You’ve no idea how long I’ve dreamed of this.

You dream of kissing me?

I dream of much more than this.

Lestat pulls away.  To think he’d been so nervous around him previously is madness.  To think there was a time he’d been afraid of him is even moreso.  Armand is nothing at all like Magnus.  He shares much more in common with Lestat himself, he’s beginning to think.

“These dreams of yours,” Lestat says, “Would you show them to me?”

Armand searches his face for a moment before nodding slowly, like he’s uncertain.  Lestat doesn’t mean to embarrass him but he can’t help a quiet chuckle when images of himself appear in his mind’s eye.

“Not like that,” he says, feeling bold.  He lets his fangs drop and uses the hand still in Armand’s hair to pull his head to the side.  “Like this.”  He bites into his exposed throat, the both of them moaning in sync as the blood hits his tongue.  Did you dream of this, too?

Yes.  Yes, I did, but…

But what?

Well, we were far less clothed in my dreams.

Lestat releases him then, tongue flicking out to lick a stray drop of blood from the corner of his mouth.  He didn’t much like the taste of Magnus’ blood but Armand’s is positively divine.  “Show me then,” he says again.  

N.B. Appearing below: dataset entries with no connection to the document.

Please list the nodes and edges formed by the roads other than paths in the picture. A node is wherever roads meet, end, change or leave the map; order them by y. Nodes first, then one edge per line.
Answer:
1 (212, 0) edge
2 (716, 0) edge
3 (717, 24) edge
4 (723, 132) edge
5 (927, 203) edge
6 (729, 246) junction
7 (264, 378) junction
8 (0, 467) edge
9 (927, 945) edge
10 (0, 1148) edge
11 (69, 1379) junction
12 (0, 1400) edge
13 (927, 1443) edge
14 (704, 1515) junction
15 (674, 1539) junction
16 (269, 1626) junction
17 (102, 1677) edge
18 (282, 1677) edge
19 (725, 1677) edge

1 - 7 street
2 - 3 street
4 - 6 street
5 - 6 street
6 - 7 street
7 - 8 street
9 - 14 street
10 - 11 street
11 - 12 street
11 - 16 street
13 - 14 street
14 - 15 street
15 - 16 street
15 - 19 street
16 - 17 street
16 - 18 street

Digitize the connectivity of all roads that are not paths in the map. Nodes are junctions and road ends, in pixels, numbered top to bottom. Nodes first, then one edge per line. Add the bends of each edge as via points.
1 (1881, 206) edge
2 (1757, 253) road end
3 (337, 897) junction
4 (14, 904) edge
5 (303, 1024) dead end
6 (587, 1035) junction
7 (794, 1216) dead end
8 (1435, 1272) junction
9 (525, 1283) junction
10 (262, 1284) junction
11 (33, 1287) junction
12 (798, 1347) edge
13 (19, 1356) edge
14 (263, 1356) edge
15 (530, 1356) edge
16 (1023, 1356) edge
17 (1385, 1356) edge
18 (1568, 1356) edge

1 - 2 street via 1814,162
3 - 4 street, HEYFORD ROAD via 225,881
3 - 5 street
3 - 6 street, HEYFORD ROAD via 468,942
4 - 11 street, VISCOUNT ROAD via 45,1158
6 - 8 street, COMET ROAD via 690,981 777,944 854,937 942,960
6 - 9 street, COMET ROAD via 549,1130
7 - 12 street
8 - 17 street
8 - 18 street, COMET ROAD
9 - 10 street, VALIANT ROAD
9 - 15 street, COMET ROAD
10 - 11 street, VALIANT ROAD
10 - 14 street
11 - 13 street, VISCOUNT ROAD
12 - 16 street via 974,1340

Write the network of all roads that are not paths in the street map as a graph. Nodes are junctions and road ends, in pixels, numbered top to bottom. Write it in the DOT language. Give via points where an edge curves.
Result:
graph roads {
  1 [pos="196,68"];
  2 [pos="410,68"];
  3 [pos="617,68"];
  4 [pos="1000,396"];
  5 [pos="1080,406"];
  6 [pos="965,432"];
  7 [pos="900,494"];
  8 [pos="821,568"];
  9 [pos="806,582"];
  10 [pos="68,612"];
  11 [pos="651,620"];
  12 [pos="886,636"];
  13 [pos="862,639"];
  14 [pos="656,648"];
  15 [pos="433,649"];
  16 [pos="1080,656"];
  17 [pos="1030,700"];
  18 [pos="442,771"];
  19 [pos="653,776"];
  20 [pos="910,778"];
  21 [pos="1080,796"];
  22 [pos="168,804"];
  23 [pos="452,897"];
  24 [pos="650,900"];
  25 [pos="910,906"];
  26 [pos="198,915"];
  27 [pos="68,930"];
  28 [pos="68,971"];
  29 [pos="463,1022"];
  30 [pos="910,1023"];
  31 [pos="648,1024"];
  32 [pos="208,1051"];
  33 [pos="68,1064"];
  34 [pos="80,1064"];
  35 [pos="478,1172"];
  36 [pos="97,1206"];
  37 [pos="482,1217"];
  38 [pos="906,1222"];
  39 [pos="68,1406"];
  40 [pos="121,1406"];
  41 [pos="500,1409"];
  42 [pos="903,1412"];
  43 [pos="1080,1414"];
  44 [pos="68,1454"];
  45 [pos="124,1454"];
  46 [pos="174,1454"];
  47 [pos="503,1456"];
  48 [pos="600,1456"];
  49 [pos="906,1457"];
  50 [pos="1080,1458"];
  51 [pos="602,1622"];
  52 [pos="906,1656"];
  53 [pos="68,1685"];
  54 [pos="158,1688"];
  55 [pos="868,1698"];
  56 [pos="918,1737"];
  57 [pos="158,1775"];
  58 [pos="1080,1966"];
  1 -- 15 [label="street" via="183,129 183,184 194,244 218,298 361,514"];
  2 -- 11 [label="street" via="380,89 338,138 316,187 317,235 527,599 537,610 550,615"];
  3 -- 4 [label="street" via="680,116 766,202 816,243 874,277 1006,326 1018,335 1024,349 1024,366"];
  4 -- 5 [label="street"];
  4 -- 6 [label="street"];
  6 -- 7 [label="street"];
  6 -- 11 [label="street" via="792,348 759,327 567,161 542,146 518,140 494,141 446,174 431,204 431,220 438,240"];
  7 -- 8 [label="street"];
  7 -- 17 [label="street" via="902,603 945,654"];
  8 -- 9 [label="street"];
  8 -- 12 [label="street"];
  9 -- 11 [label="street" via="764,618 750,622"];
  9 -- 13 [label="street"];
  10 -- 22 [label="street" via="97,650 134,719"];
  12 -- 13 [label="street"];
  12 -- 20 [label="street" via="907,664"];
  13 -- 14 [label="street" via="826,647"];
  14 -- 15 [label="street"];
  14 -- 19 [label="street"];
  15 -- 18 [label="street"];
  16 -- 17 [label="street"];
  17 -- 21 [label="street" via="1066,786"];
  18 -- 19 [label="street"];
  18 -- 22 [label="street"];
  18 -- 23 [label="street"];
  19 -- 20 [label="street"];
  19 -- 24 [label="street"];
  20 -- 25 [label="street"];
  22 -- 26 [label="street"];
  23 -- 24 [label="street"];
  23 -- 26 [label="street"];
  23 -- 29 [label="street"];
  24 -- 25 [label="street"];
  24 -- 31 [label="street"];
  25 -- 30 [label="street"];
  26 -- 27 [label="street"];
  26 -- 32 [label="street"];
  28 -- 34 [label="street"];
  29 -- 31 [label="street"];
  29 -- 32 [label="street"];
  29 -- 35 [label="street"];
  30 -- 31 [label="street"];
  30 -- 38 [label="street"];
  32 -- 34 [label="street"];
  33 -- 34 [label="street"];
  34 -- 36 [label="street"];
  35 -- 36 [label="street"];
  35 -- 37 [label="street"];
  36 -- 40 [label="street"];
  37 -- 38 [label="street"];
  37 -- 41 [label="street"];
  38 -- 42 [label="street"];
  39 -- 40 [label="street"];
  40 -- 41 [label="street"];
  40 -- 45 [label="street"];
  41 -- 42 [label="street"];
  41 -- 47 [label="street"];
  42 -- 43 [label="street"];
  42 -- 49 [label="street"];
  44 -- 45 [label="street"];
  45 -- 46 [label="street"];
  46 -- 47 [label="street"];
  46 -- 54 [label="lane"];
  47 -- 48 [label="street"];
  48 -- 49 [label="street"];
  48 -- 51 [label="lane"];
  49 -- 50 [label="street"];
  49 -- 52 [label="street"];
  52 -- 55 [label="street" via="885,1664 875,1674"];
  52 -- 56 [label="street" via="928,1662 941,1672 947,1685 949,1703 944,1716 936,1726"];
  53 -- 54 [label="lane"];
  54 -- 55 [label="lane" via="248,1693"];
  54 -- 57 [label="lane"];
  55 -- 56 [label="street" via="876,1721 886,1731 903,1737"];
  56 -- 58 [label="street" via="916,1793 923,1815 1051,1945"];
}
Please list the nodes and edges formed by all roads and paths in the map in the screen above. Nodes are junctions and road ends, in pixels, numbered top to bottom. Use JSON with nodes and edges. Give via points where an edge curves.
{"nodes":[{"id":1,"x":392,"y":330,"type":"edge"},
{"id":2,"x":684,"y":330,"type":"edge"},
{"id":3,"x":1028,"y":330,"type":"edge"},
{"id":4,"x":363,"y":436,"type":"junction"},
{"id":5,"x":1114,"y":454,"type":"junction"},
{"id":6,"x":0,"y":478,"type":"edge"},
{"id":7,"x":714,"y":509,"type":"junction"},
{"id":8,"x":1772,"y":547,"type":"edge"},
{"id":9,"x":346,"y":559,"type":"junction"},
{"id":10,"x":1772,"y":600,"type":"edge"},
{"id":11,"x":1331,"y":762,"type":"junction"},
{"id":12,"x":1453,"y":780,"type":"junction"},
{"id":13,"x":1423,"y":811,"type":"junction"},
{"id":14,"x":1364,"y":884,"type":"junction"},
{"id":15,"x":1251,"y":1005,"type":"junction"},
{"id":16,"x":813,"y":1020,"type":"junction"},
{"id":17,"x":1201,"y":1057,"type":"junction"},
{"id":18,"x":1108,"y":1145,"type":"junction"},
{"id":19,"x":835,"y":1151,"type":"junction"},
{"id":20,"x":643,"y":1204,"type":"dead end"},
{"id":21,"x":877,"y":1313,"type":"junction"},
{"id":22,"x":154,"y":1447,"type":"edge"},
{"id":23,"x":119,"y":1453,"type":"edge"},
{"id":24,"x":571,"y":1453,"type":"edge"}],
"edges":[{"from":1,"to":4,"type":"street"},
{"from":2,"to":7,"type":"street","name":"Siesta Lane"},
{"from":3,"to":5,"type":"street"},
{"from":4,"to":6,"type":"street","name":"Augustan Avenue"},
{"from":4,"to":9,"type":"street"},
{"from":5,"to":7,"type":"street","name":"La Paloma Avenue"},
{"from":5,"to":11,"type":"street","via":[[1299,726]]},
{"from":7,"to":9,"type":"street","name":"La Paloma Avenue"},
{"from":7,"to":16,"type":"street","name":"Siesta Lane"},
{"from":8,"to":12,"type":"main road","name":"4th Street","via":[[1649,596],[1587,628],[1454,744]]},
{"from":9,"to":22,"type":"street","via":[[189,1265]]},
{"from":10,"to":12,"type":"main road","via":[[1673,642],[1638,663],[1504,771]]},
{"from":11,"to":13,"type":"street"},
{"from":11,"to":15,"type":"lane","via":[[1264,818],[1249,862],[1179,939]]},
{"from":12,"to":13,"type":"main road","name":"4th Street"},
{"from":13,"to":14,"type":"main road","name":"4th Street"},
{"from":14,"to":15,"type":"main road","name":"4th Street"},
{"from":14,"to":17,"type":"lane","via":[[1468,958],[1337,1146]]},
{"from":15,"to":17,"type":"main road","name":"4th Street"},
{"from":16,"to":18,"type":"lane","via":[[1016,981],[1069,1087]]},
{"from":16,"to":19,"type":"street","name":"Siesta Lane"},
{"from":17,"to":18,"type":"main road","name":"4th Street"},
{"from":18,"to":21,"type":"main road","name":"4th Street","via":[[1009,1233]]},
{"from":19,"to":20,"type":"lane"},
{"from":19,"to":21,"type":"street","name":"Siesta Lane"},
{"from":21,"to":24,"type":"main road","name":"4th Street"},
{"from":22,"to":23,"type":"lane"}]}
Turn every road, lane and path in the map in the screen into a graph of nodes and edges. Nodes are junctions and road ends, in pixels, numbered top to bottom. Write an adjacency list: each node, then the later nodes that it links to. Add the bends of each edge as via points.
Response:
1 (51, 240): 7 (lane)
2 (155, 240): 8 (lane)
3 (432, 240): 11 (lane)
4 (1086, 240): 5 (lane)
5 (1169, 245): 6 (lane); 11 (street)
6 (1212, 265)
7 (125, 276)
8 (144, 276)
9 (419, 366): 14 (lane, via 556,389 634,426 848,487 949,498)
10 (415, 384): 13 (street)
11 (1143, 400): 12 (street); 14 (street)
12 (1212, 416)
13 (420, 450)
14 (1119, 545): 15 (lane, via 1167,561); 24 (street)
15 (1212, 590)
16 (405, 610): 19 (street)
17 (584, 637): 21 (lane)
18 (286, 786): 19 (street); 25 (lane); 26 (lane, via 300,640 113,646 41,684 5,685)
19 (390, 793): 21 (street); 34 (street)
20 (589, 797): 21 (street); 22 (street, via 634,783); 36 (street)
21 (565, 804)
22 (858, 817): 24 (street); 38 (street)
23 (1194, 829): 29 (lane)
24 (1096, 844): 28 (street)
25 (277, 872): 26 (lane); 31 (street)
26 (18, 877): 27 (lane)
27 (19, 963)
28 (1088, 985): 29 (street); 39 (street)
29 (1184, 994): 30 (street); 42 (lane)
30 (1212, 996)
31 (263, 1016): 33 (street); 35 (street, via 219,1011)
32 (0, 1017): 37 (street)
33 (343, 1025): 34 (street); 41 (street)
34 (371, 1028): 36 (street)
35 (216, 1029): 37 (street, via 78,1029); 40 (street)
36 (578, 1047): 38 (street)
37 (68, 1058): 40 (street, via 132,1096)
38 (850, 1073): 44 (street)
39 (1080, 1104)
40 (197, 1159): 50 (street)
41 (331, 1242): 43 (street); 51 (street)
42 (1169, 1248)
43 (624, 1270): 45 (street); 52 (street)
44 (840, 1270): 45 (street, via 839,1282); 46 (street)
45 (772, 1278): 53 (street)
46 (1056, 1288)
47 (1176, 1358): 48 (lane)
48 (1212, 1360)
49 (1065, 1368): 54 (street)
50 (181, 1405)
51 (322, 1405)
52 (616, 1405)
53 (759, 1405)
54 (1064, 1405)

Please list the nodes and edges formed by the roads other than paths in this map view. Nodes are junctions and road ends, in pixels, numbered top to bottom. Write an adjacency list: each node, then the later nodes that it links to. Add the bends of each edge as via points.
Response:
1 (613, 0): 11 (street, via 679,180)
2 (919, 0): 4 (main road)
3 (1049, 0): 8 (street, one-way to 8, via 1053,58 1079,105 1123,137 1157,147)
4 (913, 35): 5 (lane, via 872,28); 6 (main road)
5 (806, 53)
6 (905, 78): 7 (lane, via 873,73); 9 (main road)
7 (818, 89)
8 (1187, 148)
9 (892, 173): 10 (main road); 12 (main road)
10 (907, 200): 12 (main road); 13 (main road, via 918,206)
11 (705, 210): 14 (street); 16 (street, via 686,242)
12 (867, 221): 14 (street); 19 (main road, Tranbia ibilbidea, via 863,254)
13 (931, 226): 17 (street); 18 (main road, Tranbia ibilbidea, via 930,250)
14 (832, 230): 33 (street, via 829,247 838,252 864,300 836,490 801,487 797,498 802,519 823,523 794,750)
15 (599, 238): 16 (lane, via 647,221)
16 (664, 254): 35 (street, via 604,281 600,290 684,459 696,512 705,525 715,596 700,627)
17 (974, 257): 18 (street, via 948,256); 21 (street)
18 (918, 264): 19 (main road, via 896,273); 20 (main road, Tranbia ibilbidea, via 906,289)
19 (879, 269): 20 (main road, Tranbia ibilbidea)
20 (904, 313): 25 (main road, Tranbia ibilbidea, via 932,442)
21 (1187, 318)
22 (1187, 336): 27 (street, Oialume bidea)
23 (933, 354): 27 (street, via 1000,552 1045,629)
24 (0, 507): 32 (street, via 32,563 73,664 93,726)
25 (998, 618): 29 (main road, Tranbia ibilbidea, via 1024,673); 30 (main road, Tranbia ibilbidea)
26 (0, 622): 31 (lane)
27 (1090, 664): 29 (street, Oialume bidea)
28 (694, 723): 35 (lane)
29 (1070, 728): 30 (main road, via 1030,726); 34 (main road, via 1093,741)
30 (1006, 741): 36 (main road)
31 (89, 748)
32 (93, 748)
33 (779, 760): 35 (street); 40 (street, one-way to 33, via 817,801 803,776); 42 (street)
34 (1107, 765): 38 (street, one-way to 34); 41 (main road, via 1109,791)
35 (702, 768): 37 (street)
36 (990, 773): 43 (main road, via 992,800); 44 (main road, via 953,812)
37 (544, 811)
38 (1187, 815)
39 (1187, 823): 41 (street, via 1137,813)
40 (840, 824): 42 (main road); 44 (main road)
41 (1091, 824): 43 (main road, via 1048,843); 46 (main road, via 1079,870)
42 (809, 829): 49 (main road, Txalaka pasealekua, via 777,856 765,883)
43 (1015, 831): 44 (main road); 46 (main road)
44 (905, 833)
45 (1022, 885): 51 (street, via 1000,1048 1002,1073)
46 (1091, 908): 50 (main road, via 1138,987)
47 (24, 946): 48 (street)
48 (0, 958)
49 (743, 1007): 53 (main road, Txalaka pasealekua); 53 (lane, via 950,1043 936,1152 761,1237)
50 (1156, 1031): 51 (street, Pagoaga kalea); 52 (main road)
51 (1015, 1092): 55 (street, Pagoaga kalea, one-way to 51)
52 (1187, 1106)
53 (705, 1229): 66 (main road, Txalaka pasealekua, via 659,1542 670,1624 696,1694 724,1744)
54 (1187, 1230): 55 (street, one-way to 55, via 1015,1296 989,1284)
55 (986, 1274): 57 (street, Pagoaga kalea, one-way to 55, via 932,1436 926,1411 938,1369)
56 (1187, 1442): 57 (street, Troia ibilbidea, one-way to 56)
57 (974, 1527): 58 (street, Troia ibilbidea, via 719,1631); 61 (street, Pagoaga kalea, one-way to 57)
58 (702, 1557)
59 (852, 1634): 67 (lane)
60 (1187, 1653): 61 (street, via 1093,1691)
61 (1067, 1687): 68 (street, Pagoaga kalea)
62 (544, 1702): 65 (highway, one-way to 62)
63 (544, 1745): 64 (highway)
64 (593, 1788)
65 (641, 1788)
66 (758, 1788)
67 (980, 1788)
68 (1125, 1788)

Armand looks flustered to the point of embarrassment, but he eventually reaches for the top button on Lestat’s jacket.  He struggles a bit at first, hands shaking, but Lestat remains patient.  He doesn’t think he would be able to control himself if he hadn’t touched another person like this in a century either.  He hasn’t the faintest clue how he’s managed it.

It takes time, but Armand grows bolder the more time passes.  He gets Lestat half undressed before he undresses himself and then he kisses Lestat with the fervor of a man starved.  Lestat ends up on his knees at the edge of the roof at some point, Armand’s hand shoved down his trousers, but then Armand suddenly freezes.

“What is it?”

Armand shakes his head with a frown.  He looks irritated, focused on something Lestat can’t see.  It must be the coven, Lestat thinks.  Someone is speaking to him.

Lestat grabs him by the back of the neck and pulls him into another kiss.  

“Ignore them,” Lestat says when they part.  “You said you came here to escape your burdens, no?” 

“But I am…”

“They will survive without you for one night.”

Armand looks uncertain.  Lestat worries he might very well leave him like this, so to tempt him further he quickly undresses the rest of the way until he’s bare from head to toe.  Armand’s eyes pass over him hungrily.  Lestat beckons him closer with a curled finger.  “Come to me.”

Armand is on him again immediately.  Hands, lips, and teeth.  If the coven bothers him again, Lestat doesn’t notice.  He’s much too distracted by the slide of warm skin against his own and the pleasure Armand is impressively adept at delivering.  He would’ve thought some part of him at least would feel guilty for holding someone else like this—someone who isn’t Nicki, but he’s surprised to find he feels nothing of the sort.

Perhaps there is something special to this place after all.  But no, that can’t be right, Lestat thinks: it’s him.  Something about him makes Lestat want to cast his burdens aside.  He catches a glimpse of Armand’s heavy burdens and wants to relieve him of them, too.  

Perhaps when they’ve tired and the sun rises once more, the guilt will set in.  Maybe Lestat will come to regret this encounter on the roof of Les Invalides.  Armand might as well regret having shut the coven out for once.

But while the moon shines down on them and the rest of the world seems so small and far away, let them be burdenless.